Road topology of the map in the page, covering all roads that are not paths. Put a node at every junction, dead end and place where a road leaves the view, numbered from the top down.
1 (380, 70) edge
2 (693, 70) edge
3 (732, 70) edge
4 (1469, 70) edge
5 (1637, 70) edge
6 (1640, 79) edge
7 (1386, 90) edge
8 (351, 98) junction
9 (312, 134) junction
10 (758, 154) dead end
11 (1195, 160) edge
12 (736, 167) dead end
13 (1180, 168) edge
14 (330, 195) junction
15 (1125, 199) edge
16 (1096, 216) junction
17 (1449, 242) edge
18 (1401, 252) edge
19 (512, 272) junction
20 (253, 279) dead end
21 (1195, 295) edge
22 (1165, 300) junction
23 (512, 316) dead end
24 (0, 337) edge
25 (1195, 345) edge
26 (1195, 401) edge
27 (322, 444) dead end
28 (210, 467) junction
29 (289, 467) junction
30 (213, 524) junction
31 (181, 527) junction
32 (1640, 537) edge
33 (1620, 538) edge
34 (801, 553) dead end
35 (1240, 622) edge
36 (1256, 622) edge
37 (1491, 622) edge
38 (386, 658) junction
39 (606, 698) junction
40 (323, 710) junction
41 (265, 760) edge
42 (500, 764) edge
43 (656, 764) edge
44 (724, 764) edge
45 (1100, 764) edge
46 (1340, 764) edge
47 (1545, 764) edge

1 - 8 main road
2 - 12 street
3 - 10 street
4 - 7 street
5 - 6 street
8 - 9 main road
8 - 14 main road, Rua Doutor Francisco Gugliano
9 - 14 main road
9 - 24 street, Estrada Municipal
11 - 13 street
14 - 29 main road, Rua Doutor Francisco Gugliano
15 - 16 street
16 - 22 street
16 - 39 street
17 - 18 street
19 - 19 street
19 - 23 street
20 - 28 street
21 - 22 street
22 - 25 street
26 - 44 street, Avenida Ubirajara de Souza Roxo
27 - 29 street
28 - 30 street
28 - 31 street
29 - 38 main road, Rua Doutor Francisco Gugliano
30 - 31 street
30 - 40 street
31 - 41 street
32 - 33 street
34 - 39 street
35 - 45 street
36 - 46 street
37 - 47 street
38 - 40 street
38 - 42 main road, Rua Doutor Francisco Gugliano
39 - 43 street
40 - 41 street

- [Task]: The whole of the data is to be copied out word for word.

- [Response]:
Road topology of the map in the page, covering all roads that are not paths. Put a node at every junction, dead end and place where a road leaves the view, numbered from the top down.
1 (380, 70) edge
2 (693, 70) edge
3 (732, 70) edge
4 (1469, 70) edge
5 (1637, 70) edge
6 (1640, 79) edge
7 (1386, 90) edge
8 (351, 98) junction
9 (312, 134) junction
10 (758, 154) dead end
11 (1195, 160) edge
12 (736, 167) dead end
13 (1180, 168) edge
14 (330, 195) junction
15 (1125, 199) edge
16 (1096, 216) junction
17 (1449, 242) edge
18 (1401, 252) edge
19 (512, 272) junction
20 (253, 279) dead end
21 (1195, 295) edge
22 (1165, 300) junction
23 (512, 316) dead end
24 (0, 337) edge
25 (1195, 345) edge
26 (1195, 401) edge
27 (322, 444) dead end
28 (210, 467) junction
29 (289, 467) junction
30 (213, 524) junction
31 (181, 527) junction
32 (1640, 537) edge
33 (1620, 538) edge
34 (801, 553) dead end
35 (1240, 622) edge
36 (1256, 622) edge
37 (1491, 622) edge
38 (386, 658) junction
39 (606, 698) junction
40 (323, 710) junction
41 (265, 760) edge
42 (500, 764) edge
43 (656, 764) edge
44 (724, 764) edge
45 (1100, 764) edge
46 (1340, 764) edge
47 (1545, 764) edge

1 - 8 main road
2 - 12 street
3 - 10 street
4 - 7 street
5 - 6 street
8 - 9 main road
8 - 14 main road, Rua Doutor Francisco Gugliano
9 - 14 main road
9 - 24 street, Estrada Municipal
11 - 13 street
14 - 29 main road, Rua Doutor Francisco Gugliano
15 - 16 street
16 - 22 street
16 - 39 street
17 - 18 street
19 - 19 street
19 - 23 street
20 - 28 street
21 - 22 street
22 - 25 street
26 - 44 street, Avenida Ubirajara de Souza Roxo
27 - 29 street
28 - 30 street
28 - 31 street
29 - 38 main road, Rua Doutor Francisco Gugliano
30 - 31 street
30 - 40 street
31 - 41 street
32 - 33 street
34 - 39 street
35 - 45 street
36 - 46 street
37 - 47 street
38 - 40 street
38 - 42 main road, Rua Doutor Francisco Gugliano
39 - 43 street
40 - 41 street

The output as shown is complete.